Dipl.-Finanzwirt (FH) Carsten Timm
Rz. 74
Stand: 6. A. – ET: 07/2024
Eine gewerbliche oder berufliche Tätigkeit wird nicht selbstständig ausgeübt, wenn eine juristische Person nach dem Gesamtbild der tatsächlichen Verhältnisse finanziell, wirtschaftlich und organisatorisch in das Unternehmen des Organträgers eingegliedert ist (= Eingliederungsmerkmale).
Rz. 75
Stand: 6. A. – ET: 07/2024
Es ist nicht erforderlich, dass alle drei Eingliederungsmerkmale gleichermaßen ausgeprägt sind. Organschaft kann deshalb auch gegeben sein, wenn die Eingliederung auf einem dieser drei Gebiete nicht vollständig, dafür aber auf den anderen Gebieten umso eindeutiger ist, sodass sich die Eingliederung aus dem Gesamtbild der tatsächlichen Verhältnisse ergibt (Abschn. 2.8. Abs. 1 S. 3 f. UStAE; vgl. Rz. 76 ff.).
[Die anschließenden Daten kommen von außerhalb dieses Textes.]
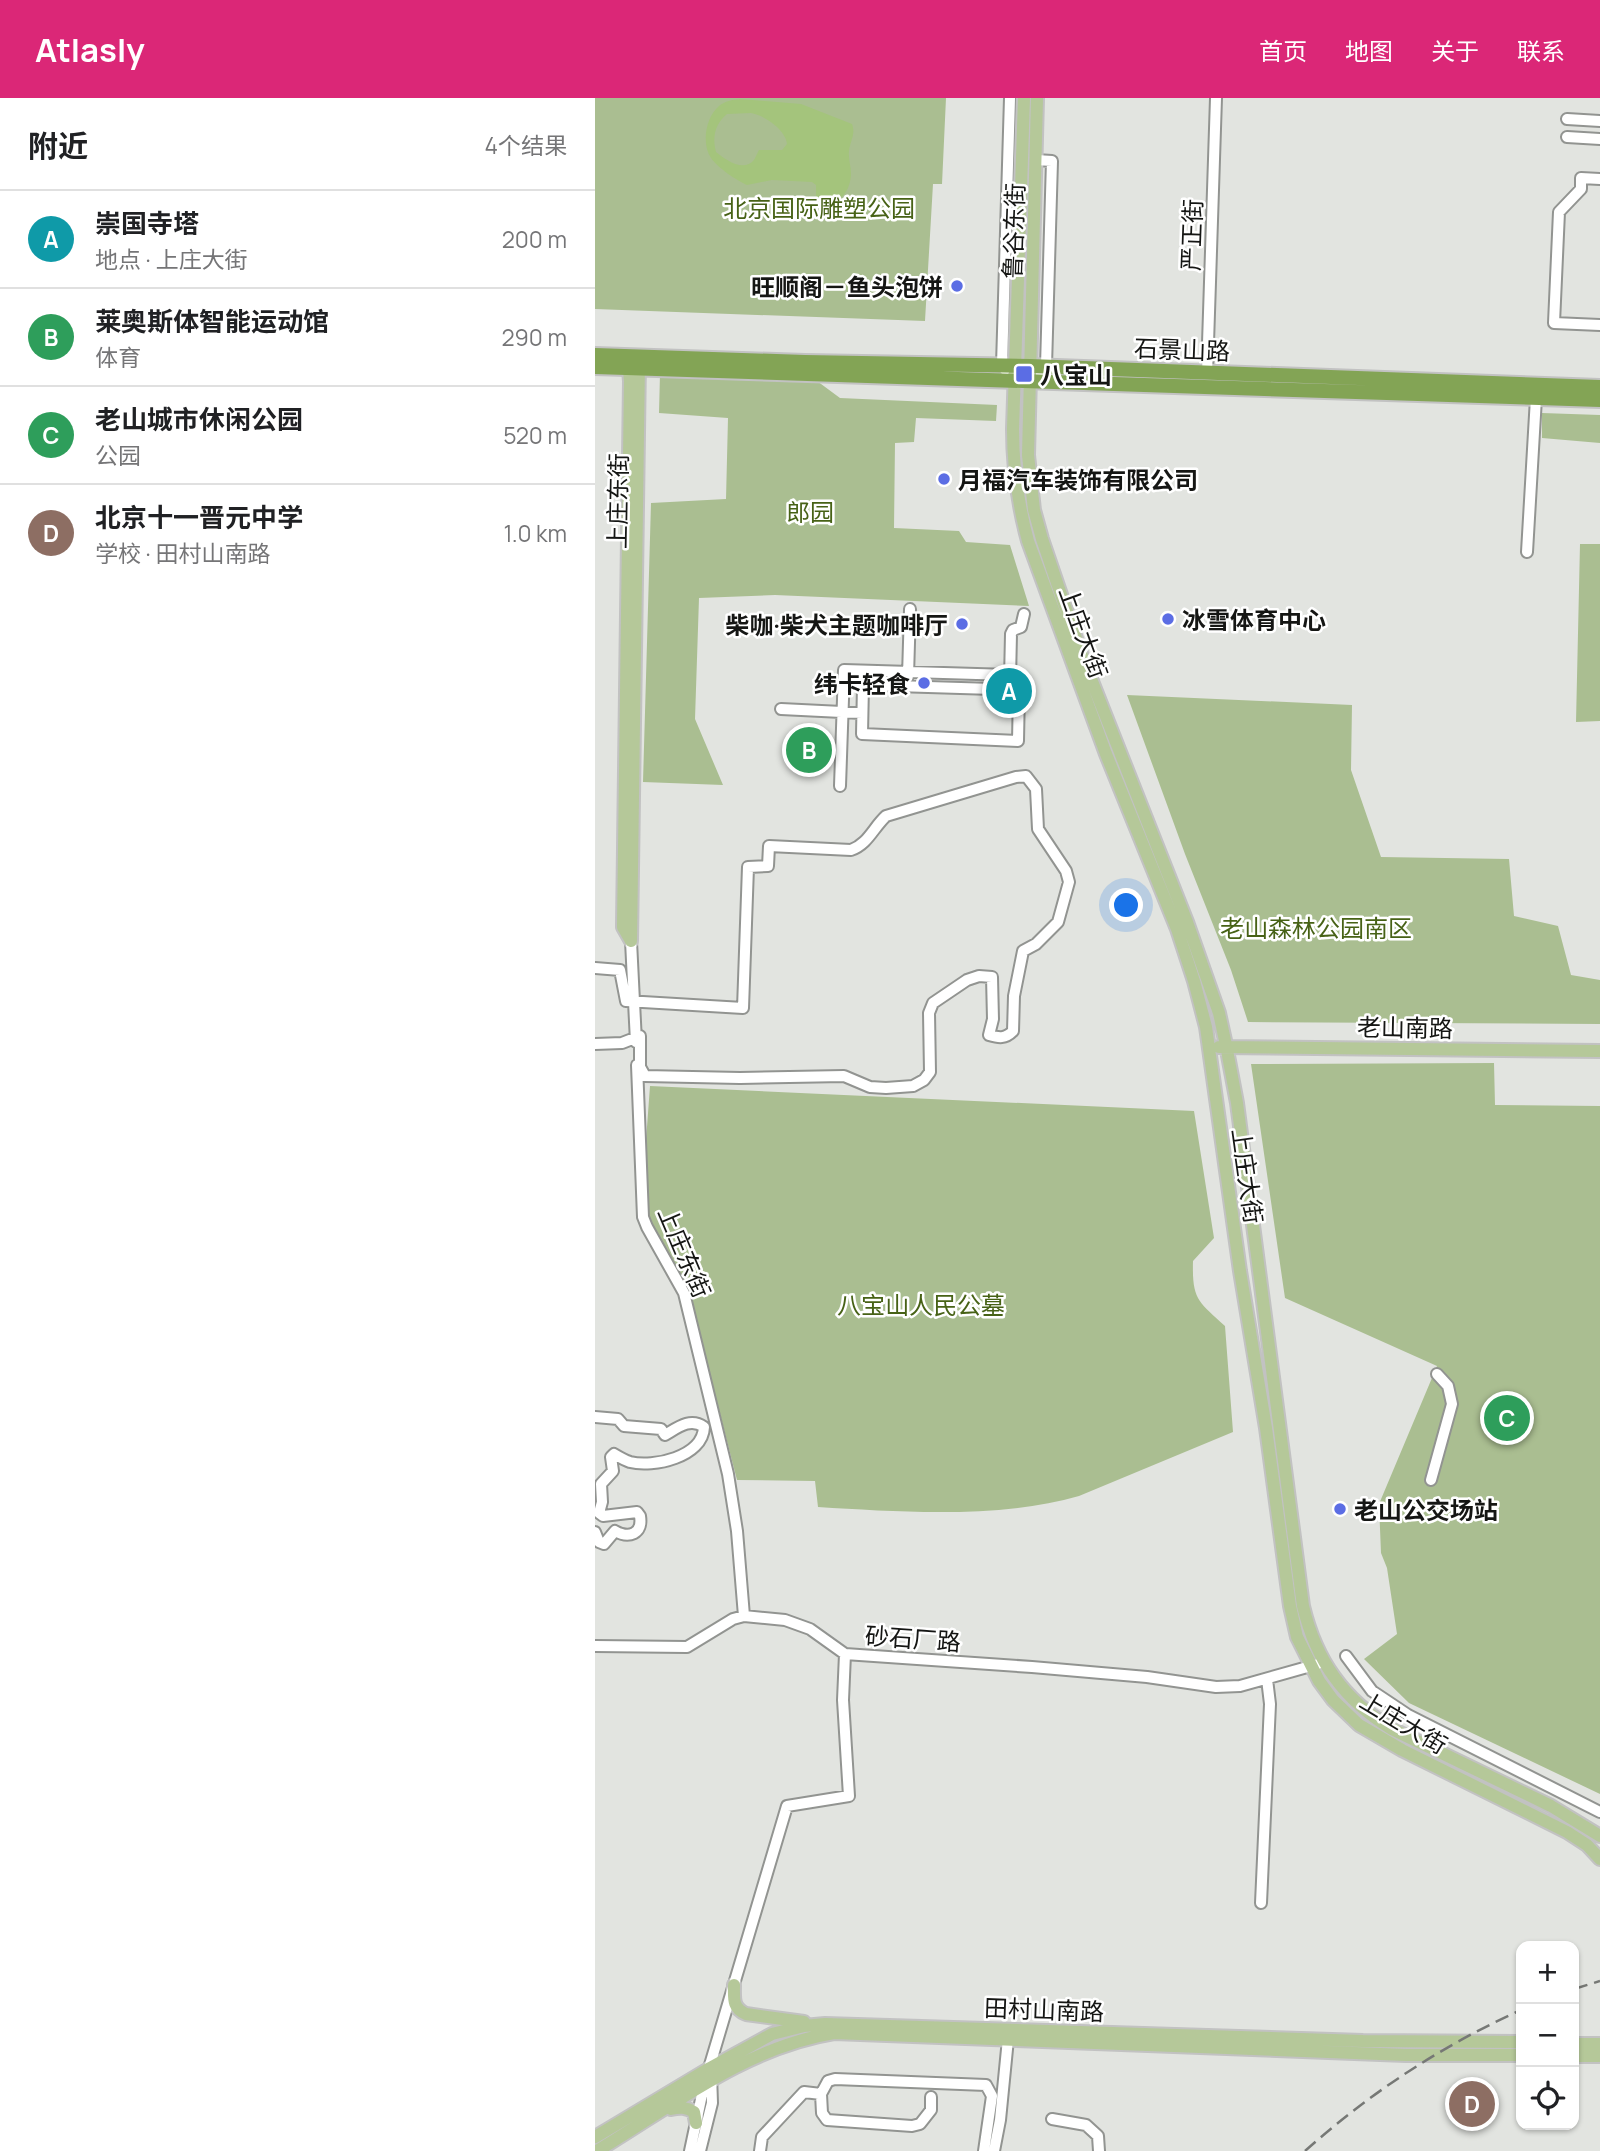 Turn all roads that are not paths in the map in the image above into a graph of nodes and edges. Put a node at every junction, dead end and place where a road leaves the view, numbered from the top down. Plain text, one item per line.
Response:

2.3.8.1 Finanzielle Eingliederung
Rz. 76
Stand: 6. A. – ET: 07/2024
Unter der finanziellen Eingliederung ist der Besitz der entscheidenden Anteilsmehrheit an der Organgesellschaft zu verstehen, die es dem Organträger ermöglicht, durch Mehrheitsbeschlüsse seinen Willen in der Organgesellschaft durchzusetzen. Entsprechen die Beteiligungsverhältnisse den Stimmrechtsverhältnissen, war nach der bisherigen BFH-Rechtsprechung sowie der Auffassung der Finanzverwaltung die finanzielle Eingliederung einer juristischen Person gegeben, wenn die Beteiligung mehr als 50 % beträgt, sofern keine höhere qualifizierte Mehrheit für die Beschlussfassung in der Organgesellschaft erforderlich ist (BFH vom 01.12.2010, Az: XI R 43/08, BStBl II 2011, 600; Abschn. 2.8. Abs. 5 S. 1 und 2 UStAE). Der EuGH hält dagegen eine Stimmrechtsmehrheit nicht für erforderlich, wenn der Organträger sonst seinen Willen als Gesellschafter durchsetzen kann (EuGH-Urteil vom 01.12.2022, C-141/20). Dieser Auffassung hat sich der BFH mittlerweile angeschlossen (BFH-Urteil vom 18.01.2023, XI R 29/22). Allerdings soll es weiterhin erforderlich sein, dass der Organträger Mehrheitsgesellschafter ist. Zudem sei eine finanzielle Eingliederung ohne Stimmrechtsmehrheit schwach ausgeprägt, die durch eine stark ausgeprägte organisatorische Eingliederung ausgeglichen werden müsse.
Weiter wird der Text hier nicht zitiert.